I sindacati collaborativi protestano. Ma intanto il loro agire è, come sempre, fido alleato dei disegni aziendali.
Di fronte ad accordi come l’ultimo contratto di secondo livello del Monte dei Paschi, quello firmato la vigilia di Natale del 2015, che stabilisce che le prestazioni di lavoro straordinario, “potranno essere richieste dalle Aziende firmatarie esclusivamente nei casi di particolare necessità ed urgenza e non verranno autorizzate per periodi inferiori ad 1 ora e per quelle di durata superiore a detto limite, frazioni inferiori a 30 minuti.”, le chiacchiere stanno a zero.
Perché un accordo del genere, che, ricordiamolo, trova collocazione nel quadro di misure idonee al contenimento dei costi (ossia per ottemperare alle esigenze aziendali), ha semplicemente favorito una pratica di lavoro straordinario (che evidentemente continua ad essere richiesto, sempre per ottemperare ad esigenze aziendali…), con modalità che configurano vero e proprio lavoro svolto in “nero”, in quanto la registrazione delle prestazioni aggiuntive avviene dopo il cumulo di frazioni che permettono di raggiungere il minimo autorizzabile, con la inaccettabile sussistenza di lavoro effettuato ma temporaneamente non registrato e le ovvie conseguenze in termini assicurativi, infortunistici, ecc…

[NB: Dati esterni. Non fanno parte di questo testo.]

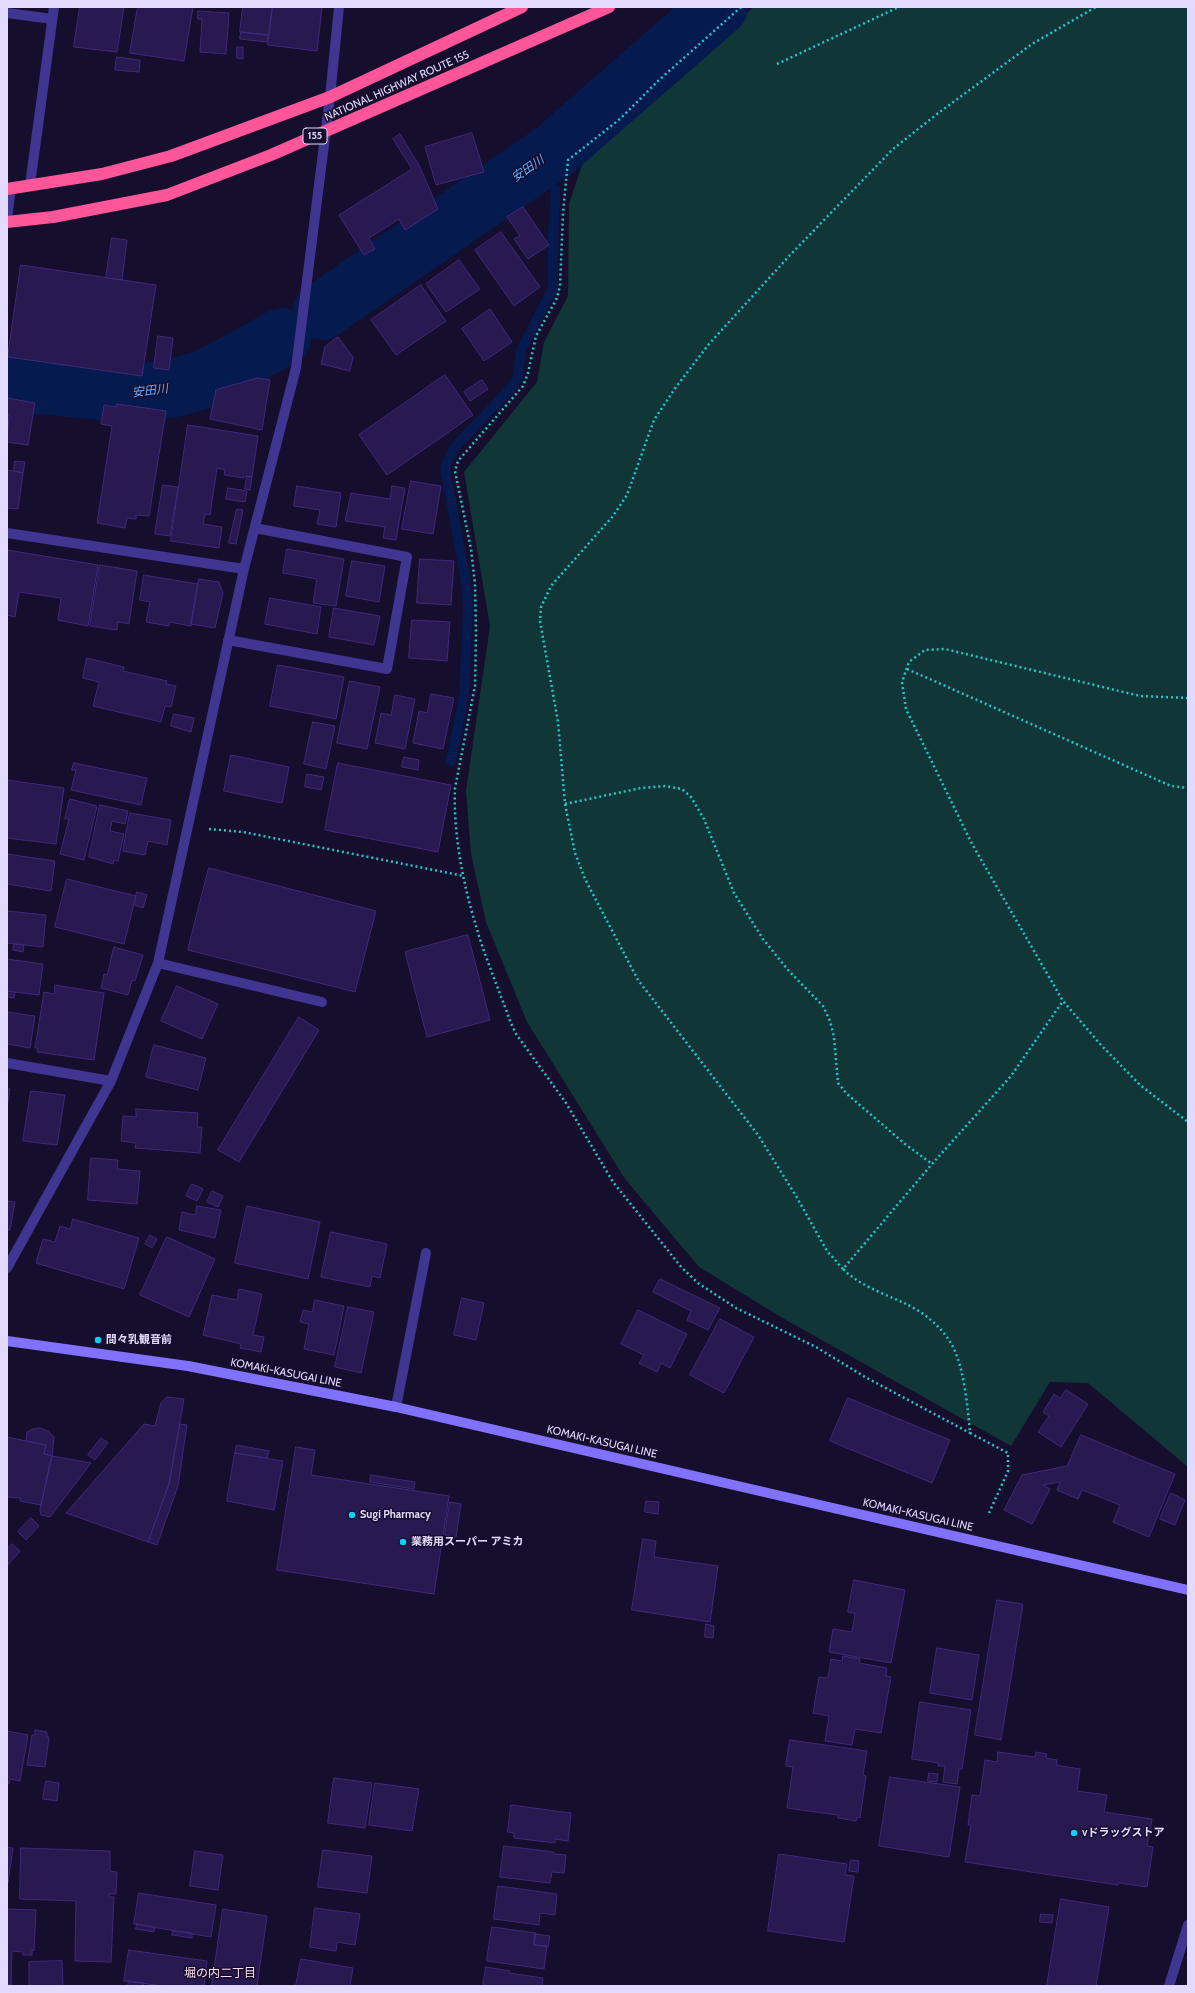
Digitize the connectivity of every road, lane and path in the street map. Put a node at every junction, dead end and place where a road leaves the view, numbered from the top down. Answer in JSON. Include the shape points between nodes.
{"nodes":[{"id":1,"x":54,"y":7,"type":"edge"},
{"id":2,"x":340,"y":7,"type":"edge"},
{"id":3,"x":522,"y":7,"type":"edge"},
{"id":4,"x":609,"y":7,"type":"edge"},
{"id":5,"x":740,"y":7,"type":"edge"},
{"id":6,"x":899,"y":7,"type":"edge"},
{"id":7,"x":1096,"y":7,"type":"edge"},
{"id":8,"x":7,"y":13,"type":"edge"},
{"id":9,"x":52,"y":19,"type":"junction"},
{"id":10,"x":777,"y":64,"type":"dead end"},
{"id":11,"x":330,"y":97,"type":"junction"},
{"id":12,"x":326,"y":132,"type":"junction"},
{"id":13,"x":30,"y":185,"type":"junction"},
{"id":14,"x":9,"y":188,"type":"edge"},
{"id":15,"x":7,"y":218,"type":"edge"},
{"id":16,"x":7,"y":222,"type":"edge"},
{"id":17,"x":255,"y":528,"type":"junction"},
{"id":18,"x":7,"y":533,"type":"edge"},
{"id":19,"x":244,"y":569,"type":"junction"},
{"id":20,"x":228,"y":640,"type":"junction"},
{"id":21,"x":907,"y":669,"type":"junction"},
{"id":22,"x":1188,"y":698,"type":"edge"},
{"id":23,"x":1188,"y":788,"type":"edge"},
{"id":24,"x":565,"y":804,"type":"junction"},
{"id":25,"x":188,"y":826,"type":"junction"},
{"id":26,"x":464,"y":876,"type":"junction"},
{"id":27,"x":158,"y":963,"type":"junction"},
{"id":28,"x":1063,"y":1001,"type":"junction"},
{"id":29,"x":322,"y":1002,"type":"dead end"},
{"id":30,"x":7,"y":1063,"type":"edge"},
{"id":31,"x":111,"y":1081,"type":"junction"},
{"id":32,"x":1188,"y":1122,"type":"edge"},
{"id":33,"x":932,"y":1164,"type":"junction"},
{"id":34,"x":426,"y":1253,"type":"dead end"},
{"id":35,"x":7,"y":1268,"type":"edge"},
{"id":36,"x":843,"y":1269,"type":"junction"},
{"id":37,"x":7,"y":1341,"type":"edge"},
{"id":38,"x":396,"y":1407,"type":"junction"},
{"id":39,"x":970,"y":1433,"type":"junction"},
{"id":40,"x":989,"y":1513,"type":"dead end"},
{"id":41,"x":1188,"y":1590,"type":"edge"},
{"id":42,"x":1188,"y":1925,"type":"edge"},
{"id":43,"x":1169,"y":1986,"type":"edge"}],
"edges":[{"from":1,"to":9,"type":"street"},
{"from":2,"to":11,"type":"street"},
{"from":3,"to":11,"type":"highway","name":"NATIONAL HIGHWAY ROUTE 155"},
{"from":4,"to":12,"type":"highway","name":"NATIONAL HIGHWAY ROUTE 155","number":"155"},
{"from":5,"to":26,"type":"path","via":[[620,119],[568,160],[560,286],[557,298],[536,336],[523,386],[458,461],[455,471],[476,584],[475,686],[455,794]]},
{"from":6,"to":10,"type":"path"},
{"from":7,"to":24,"type":"path","via":[[1032,44],[893,150],[791,254],[710,344],[654,420],[627,495],[613,516],[551,586],[541,607],[540,621],[558,722]]},
{"from":8,"to":9,"type":"street"},
{"from":9,"to":13,"type":"street"},
{"from":11,"to":12,"type":"street"},
{"from":11,"to":13,"type":"highway","name":"NATIONAL HIGHWAY ROUTE 155","via":[[171,156],[102,174]]},
{"from":12,"to":16,"type":"highway","name":"NATIONAL HIGHWAY ROUTE 155","number":"155","via":[[167,195],[53,217]]},
{"from":12,"to":17,"type":"street","via":[[296,368]]},
{"from":13,"to":14,"type":"highway","name":"NATIONAL HIGHWAY ROUTE 155"},
{"from":14,"to":15,"type":"street"},
{"from":17,"to":19,"type":"street"},
{"from":17,"to":20,"type":"street","via":[[407,557],[387,669]]},
{"from":18,"to":19,"type":"street"},
{"from":19,"to":20,"type":"street"},
{"from":20,"to":25,"type":"street"},
{"from":21,"to":22,"type":"path","via":[[909,662],[925,650],[945,648],[1140,696]]},
{"from":21,"to":23,"type":"path","via":[[1171,786]]},
{"from":21,"to":28,"type":"path","via":[[902,682],[906,709],[933,767],[972,844]]},
{"from":24,"to":33,"type":"path","via":[[641,788],[665,786],[682,789],[704,819],[734,893],[763,939],[822,1006],[830,1021],[838,1083],[847,1094],[905,1144]]},
{"from":24,"to":36,"type":"path","via":[[575,853],[585,879],[638,980],[758,1135],[827,1251]]},
{"from":25,"to":26,"type":"path","via":[[243,832]]},
{"from":25,"to":27,"type":"street"},
{"from":26,"to":39,"type":"path","via":[[476,928],[516,1034],[566,1103],[613,1182],[682,1268],[698,1283],[736,1308],[816,1347],[865,1377]]},
{"from":27,"to":29,"type":"street"},
{"from":27,"to":31,"type":"street"},
{"from":28,"to":32,"type":"path","via":[[1101,1045],[1140,1084]]},
{"from":28,"to":33,"type":"path","via":[[1011,1076]]},
{"from":30,"to":31,"type":"street"},
{"from":31,"to":35,"type":"street"},
{"from":33,"to":36,"type":"path"},
{"from":34,"to":38,"type":"street"},
{"from":36,"to":39,"type":"path","via":[[854,1280],[914,1308],[936,1325],[953,1347],[968,1404]]},
{"from":37,"to":38,"type":"main road","name":"KOMAKI-KASUGAI LINE","via":[[188,1366]]},
{"from":38,"to":41,"type":"main road","name":"KOMAKI-KASUGAI LINE"},
{"from":39,"to":40,"type":"path","via":[[1008,1453],[1008,1471]]},
{"from":42,"to":43,"type":"street"}]}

Morelli in definitiva, non fa altro che il suo lavoro: adoperarsi affinché dalla forza lavoro sia estratto il maggior plusvalore possibile. Vigila sul tasso di sfruttamento.
Si chiama lotta di classe ed è sempre lì. Non può cancellarla nessuna ubriacatura ideologica o postmodernismo che sia, perché rappresenta la struttura dei rapporti sociali che determinano la nostra esistenza.
L’AD svolge con zelo il suo ruolo di agente degli interessi del capitale. Noi come rispondiamo? Continuando a delegare in bianco, sindacati ormai collusi, che dovrebbero contrapporsi al rullo compressore che distrugge qualsiasi ipotesi di futuro degno di essere vissuto?
Ritirare questa delega in bianco è il primo atto per controbattere l’offensiva poderosa dei banchieri, che si abbatterà sui lavoratori per il prossimo rinnovo del contratto collettivo, e di cui, le dichiarazioni di Morelli, rappresentano le avvelenate avvisaglie.
Noi della CUB-Sallca siamo pronti ad organizzare la resistenza e la lotta dei lavoratori, contro attacchi che non hanno neanche più il pudore, delle ipocrite indorature di pillola.